§ **SUPPLIED MATERIAL**
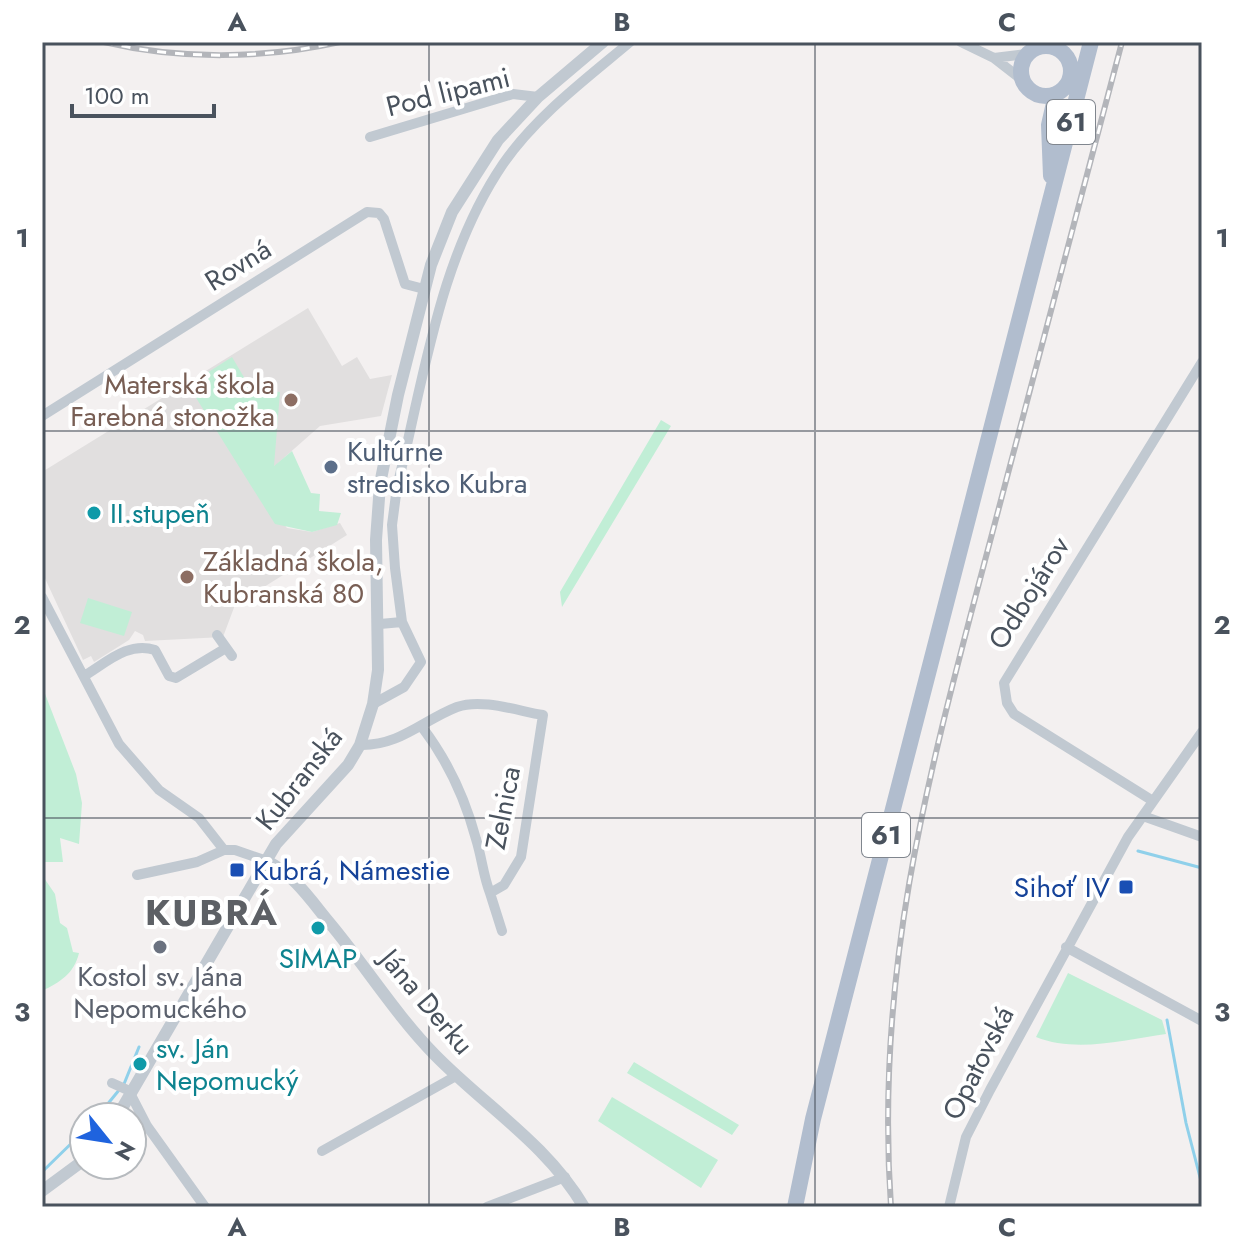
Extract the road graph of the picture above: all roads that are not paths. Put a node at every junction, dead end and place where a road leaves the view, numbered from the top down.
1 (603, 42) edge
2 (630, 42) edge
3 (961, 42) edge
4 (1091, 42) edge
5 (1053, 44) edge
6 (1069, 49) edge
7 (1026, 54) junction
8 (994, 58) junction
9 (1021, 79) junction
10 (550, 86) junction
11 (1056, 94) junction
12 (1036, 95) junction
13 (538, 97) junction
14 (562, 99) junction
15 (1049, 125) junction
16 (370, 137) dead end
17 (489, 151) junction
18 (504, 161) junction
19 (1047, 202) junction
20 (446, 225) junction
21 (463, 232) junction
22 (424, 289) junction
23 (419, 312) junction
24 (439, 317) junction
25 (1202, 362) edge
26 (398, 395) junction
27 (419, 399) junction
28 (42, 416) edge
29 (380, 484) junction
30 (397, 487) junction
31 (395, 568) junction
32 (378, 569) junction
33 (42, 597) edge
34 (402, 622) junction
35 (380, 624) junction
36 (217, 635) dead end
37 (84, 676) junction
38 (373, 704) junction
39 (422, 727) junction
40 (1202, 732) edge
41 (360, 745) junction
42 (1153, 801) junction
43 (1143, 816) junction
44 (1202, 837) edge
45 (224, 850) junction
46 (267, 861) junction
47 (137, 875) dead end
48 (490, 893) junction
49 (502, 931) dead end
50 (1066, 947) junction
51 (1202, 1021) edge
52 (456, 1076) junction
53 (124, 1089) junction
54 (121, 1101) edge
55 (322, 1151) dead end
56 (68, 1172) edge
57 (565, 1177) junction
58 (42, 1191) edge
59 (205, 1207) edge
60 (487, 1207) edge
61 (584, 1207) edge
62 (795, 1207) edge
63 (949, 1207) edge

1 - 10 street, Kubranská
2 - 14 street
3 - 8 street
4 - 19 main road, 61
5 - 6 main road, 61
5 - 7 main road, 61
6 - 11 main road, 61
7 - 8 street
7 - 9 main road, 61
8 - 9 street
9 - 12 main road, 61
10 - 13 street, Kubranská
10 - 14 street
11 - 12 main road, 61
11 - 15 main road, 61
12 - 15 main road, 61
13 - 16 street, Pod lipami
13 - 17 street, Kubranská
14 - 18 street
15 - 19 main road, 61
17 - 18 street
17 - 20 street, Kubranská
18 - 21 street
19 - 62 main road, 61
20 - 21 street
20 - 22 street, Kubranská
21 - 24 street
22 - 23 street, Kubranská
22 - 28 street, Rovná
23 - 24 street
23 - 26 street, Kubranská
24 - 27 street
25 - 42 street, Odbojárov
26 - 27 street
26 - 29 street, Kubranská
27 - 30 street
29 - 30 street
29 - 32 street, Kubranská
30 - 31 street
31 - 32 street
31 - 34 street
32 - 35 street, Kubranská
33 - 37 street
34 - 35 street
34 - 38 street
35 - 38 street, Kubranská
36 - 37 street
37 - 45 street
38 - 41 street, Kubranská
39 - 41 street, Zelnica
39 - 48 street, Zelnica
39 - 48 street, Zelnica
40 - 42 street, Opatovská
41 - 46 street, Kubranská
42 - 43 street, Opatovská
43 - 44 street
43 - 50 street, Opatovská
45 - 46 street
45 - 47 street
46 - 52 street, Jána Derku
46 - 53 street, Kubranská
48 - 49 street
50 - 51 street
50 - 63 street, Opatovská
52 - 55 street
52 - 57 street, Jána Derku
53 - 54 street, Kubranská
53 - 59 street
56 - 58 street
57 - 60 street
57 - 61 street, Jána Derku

§ **WHAT TO WORK ON**
Reproduce every record verbatim, please. Omit the images.

§ **RESPONSE AREA**
Extract the road graph of the picture above: all roads that are not paths. Put a node at every junction, dead end and place where a road leaves the view, numbered from the top down.
1 (603, 42) edge
2 (630, 42) edge
3 (961, 42) edge
4 (1091, 42) edge
5 (1053, 44) edge
6 (1069, 49) edge
7 (1026, 54) junction
8 (994, 58) junction
9 (1021, 79) junction
10 (550, 86) junction
11 (1056, 94) junction
12 (1036, 95) junction
13 (538, 97) junction
14 (562, 99) junction
15 (1049, 125) junction
16 (370, 137) dead end
17 (489, 151) junction
18 (504, 161) junction
19 (1047, 202) junction
20 (446, 225) junction
21 (463, 232) junction
22 (424, 289) junction
23 (419, 312) junction
24 (439, 317) junction
25 (1202, 362) edge
26 (398, 395) junction
27 (419, 399) junction
28 (42, 416) edge
29 (380, 484) junction
30 (397, 487) junction
31 (395, 568) junction
32 (378, 569) junction
33 (42, 597) edge
34 (402, 622) junction
35 (380, 624) junction
36 (217, 635) dead end
37 (84, 676) junction
38 (373, 704) junction
39 (422, 727) junction
40 (1202, 732) edge
41 (360, 745) junction
42 (1153, 801) junction
43 (1143, 816) junction
44 (1202, 837) edge
45 (224, 850) junction
46 (267, 861) junction
47 (137, 875) dead end
48 (490, 893) junction
49 (502, 931) dead end
50 (1066, 947) junction
51 (1202, 1021) edge
52 (456, 1076) junction
53 (124, 1089) junction
54 (121, 1101) edge
55 (322, 1151) dead end
56 (68, 1172) edge
57 (565, 1177) junction
58 (42, 1191) edge
59 (205, 1207) edge
60 (487, 1207) edge
61 (584, 1207) edge
62 (795, 1207) edge
63 (949, 1207) edge

1 - 10 street, Kubranská
2 - 14 street
3 - 8 street
4 - 19 main road, 61
5 - 6 main road, 61
5 - 7 main road, 61
6 - 11 main road, 61
7 - 8 street
7 - 9 main road, 61
8 - 9 street
9 - 12 main road, 61
10 - 13 street, Kubranská
10 - 14 street
11 - 12 main road, 61
11 - 15 main road, 61
12 - 15 main road, 61
13 - 16 street, Pod lipami
13 - 17 street, Kubranská
14 - 18 street
15 - 19 main road, 61
17 - 18 street
17 - 20 street, Kubranská
18 - 21 street
19 - 62 main road, 61
20 - 21 street
20 - 22 street, Kubranská
21 - 24 street
22 - 23 street, Kubranská
22 - 28 street, Rovná
23 - 24 street
23 - 26 street, Kubranská
24 - 27 street
25 - 42 street, Odbojárov
26 - 27 street
26 - 29 street, Kubranská
27 - 30 street
29 - 30 street
29 - 32 street, Kubranská
30 - 31 street
31 - 32 street
31 - 34 street
32 - 35 street, Kubranská
33 - 37 street
34 - 35 street
34 - 38 street
35 - 38 street, Kubranská
36 - 37 street
37 - 45 street
38 - 41 street, Kubranská
39 - 41 street, Zelnica
39 - 48 street, Zelnica
39 - 48 street, Zelnica
40 - 42 street, Opatovská
41 - 46 street, Kubranská
42 - 43 street, Opatovská
43 - 44 street
43 - 50 street, Opatovská
45 - 46 street
45 - 47 street
46 - 52 street, Jána Derku
46 - 53 street, Kubranská
48 - 49 street
50 - 51 street
50 - 63 street, Opatovská
52 - 55 street
52 - 57 street, Jána Derku
53 - 54 street, Kubranská
53 - 59 street
56 - 58 street
57 - 60 street
57 - 61 street, Jána Derku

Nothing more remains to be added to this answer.